Umgang mit Kritik an Fachlichkeit

  • Guten Abend liebe Lehr-Freunde,


    ich unterrichte gerade an einer Berufsbildenden Schule die Physiotherapeuten und Ergotherapeuten in einer Vertretungsstelle und mach auch Anatomie bei den GuK.

    Eine Sache beschäftigt mich jedoch seit einer Weile.

    Ich bin von den KuK, die einzige, die keine Arbeitserfahrung außer der Ausbildung hat. Irgendeine der Kolleginnen hat das auf jeden Fall vor ein paar Monaten im Kollegium rumsprechen lassen und irgendwie ist es auch an Schüler und Eltern gelangt.

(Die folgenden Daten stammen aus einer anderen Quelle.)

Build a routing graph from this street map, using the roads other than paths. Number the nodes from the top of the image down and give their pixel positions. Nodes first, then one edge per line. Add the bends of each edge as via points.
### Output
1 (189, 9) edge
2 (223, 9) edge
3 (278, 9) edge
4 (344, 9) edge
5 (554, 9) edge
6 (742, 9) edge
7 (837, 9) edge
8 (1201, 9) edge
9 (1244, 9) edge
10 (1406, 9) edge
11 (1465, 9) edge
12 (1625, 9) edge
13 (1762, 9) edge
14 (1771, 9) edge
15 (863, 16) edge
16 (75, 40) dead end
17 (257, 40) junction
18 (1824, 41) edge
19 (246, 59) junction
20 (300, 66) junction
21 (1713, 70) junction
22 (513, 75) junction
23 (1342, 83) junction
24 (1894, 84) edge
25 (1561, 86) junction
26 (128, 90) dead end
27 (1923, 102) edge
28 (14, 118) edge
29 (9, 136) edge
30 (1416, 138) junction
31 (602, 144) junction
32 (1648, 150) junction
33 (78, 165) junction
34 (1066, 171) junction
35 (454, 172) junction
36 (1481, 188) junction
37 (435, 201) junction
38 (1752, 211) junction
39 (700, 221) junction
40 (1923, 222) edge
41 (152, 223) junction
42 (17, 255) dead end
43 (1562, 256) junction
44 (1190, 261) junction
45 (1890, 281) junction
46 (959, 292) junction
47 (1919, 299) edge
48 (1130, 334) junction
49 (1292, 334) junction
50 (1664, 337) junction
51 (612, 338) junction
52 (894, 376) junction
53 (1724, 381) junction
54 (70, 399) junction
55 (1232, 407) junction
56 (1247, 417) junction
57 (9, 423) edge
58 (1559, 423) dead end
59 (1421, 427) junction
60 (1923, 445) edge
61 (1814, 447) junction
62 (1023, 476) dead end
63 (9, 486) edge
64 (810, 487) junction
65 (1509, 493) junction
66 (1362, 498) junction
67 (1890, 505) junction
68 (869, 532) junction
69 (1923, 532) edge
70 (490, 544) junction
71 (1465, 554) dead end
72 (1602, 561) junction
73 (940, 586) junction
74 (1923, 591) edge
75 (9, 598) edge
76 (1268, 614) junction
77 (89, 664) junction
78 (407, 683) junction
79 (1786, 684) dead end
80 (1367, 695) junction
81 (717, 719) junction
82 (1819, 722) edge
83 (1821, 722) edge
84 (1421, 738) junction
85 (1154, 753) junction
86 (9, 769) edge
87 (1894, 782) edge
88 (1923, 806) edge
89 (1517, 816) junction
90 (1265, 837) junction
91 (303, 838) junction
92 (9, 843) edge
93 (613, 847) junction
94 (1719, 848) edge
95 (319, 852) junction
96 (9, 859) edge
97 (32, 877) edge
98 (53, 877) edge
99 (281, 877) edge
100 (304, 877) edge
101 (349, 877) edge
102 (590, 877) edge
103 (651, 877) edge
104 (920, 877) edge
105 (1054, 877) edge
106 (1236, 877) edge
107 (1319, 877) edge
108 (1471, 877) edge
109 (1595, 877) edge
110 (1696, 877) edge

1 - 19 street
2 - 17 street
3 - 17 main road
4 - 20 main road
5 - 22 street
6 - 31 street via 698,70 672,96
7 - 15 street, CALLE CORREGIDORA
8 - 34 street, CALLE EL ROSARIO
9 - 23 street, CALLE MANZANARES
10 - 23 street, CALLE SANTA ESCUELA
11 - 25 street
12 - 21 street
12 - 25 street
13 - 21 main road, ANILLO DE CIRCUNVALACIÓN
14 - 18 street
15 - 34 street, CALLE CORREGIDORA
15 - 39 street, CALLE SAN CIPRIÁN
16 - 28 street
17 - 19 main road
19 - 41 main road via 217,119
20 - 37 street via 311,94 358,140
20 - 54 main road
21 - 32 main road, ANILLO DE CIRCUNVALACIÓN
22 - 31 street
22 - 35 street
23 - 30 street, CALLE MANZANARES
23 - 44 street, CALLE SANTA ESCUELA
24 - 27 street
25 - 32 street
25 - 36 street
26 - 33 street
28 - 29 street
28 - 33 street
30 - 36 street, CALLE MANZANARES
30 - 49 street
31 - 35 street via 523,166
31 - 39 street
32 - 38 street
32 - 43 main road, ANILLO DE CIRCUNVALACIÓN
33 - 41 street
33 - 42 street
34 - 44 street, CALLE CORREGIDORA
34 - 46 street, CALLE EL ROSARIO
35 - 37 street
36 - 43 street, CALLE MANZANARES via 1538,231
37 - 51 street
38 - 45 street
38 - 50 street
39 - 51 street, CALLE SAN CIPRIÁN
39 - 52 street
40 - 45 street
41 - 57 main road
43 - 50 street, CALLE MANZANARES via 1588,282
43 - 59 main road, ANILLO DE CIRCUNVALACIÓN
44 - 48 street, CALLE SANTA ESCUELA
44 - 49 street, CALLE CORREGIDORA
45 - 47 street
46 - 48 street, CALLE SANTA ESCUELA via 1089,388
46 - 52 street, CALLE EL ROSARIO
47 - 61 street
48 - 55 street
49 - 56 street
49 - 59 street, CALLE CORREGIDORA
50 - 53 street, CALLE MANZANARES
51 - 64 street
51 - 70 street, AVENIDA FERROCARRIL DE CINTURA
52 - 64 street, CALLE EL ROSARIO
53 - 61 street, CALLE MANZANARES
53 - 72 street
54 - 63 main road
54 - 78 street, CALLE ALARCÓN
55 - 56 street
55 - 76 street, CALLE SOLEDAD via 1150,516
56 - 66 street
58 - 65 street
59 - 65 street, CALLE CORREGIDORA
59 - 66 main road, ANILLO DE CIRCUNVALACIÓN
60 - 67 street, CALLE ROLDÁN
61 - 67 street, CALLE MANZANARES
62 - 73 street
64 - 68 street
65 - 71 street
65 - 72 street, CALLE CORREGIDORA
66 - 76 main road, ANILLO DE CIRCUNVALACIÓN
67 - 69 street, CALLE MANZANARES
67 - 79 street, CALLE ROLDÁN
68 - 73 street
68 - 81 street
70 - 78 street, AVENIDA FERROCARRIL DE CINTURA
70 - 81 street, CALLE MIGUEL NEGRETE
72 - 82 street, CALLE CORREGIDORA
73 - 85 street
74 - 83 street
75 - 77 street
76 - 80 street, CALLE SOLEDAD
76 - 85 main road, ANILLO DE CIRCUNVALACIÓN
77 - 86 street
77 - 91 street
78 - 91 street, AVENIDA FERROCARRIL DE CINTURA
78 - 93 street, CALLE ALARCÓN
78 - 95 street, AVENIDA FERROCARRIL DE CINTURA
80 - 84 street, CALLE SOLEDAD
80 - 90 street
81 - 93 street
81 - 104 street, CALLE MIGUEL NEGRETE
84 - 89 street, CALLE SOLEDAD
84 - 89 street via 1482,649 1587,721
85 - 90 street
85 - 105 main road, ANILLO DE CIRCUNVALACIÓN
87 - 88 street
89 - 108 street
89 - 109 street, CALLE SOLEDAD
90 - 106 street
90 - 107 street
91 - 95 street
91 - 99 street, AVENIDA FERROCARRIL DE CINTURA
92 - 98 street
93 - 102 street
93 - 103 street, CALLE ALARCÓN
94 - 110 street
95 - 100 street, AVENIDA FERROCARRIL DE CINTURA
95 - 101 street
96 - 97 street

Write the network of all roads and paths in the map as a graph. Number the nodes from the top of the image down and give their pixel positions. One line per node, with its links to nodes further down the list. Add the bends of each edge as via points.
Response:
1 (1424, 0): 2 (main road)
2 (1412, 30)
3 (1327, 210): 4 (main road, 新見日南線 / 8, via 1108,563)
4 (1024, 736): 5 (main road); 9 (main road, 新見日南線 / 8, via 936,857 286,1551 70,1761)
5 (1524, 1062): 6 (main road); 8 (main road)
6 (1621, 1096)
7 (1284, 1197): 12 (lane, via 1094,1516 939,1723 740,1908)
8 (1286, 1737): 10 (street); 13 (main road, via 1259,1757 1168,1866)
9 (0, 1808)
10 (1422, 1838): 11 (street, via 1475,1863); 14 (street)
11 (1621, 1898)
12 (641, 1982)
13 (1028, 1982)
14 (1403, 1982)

    Jedenfalls habe ich daraufhin öfter mal Kommentare bekommen, dass ichs in der Praxis einfach nicht tauge. Oder auch von Eltern E-Mails mit Inhalten bekommen wie: "Sie wissen ja nicht worauf es ankommt"


    Das hat mich sehr verletzt.

    Es trifft auch ne wunde Stelle. So, wie die Physio damals war und heute ist, wollte ich da nie arbeiten.


    Findet ihr es sehr wichtig, dass ein Berufsschullehrer viel Berufserfahrung hat?


    Liebe Grüße


    Anna

  • Ich würde sagen ... kommt drauf an und in der Tendenz eher ja als nein. Was genau unterrichtest Du denn bei den Physios? Ich kenne das bei uns hier so, dass nur berufserfahrene Personen in Teilzeit parallel zum Job in der Praxis unterrichten. Ich habe selbst ein Jahr lang an einer Berufsschule im Fachkundeunterricht gedient, aber da sind bei uns die Chemiker praktisch die einzigen, die da als reine Akademiker ohne Berufserfahrung im Betrieb überhaupt was zu melden haben. Bedingt dadurch, dass das Studium ja schon zu 80 % aus praktischer Arbeit besteht. Physio kann ich mir jetzt echt schwer vorstellen, dass man das ohne Berufserfahrung wirklich rüberbringen kann.

  • Liebe Anna,


    das klingt sehr komisch. Am BK haben zwar viele ne Ausbildung, aber längst nicht alle.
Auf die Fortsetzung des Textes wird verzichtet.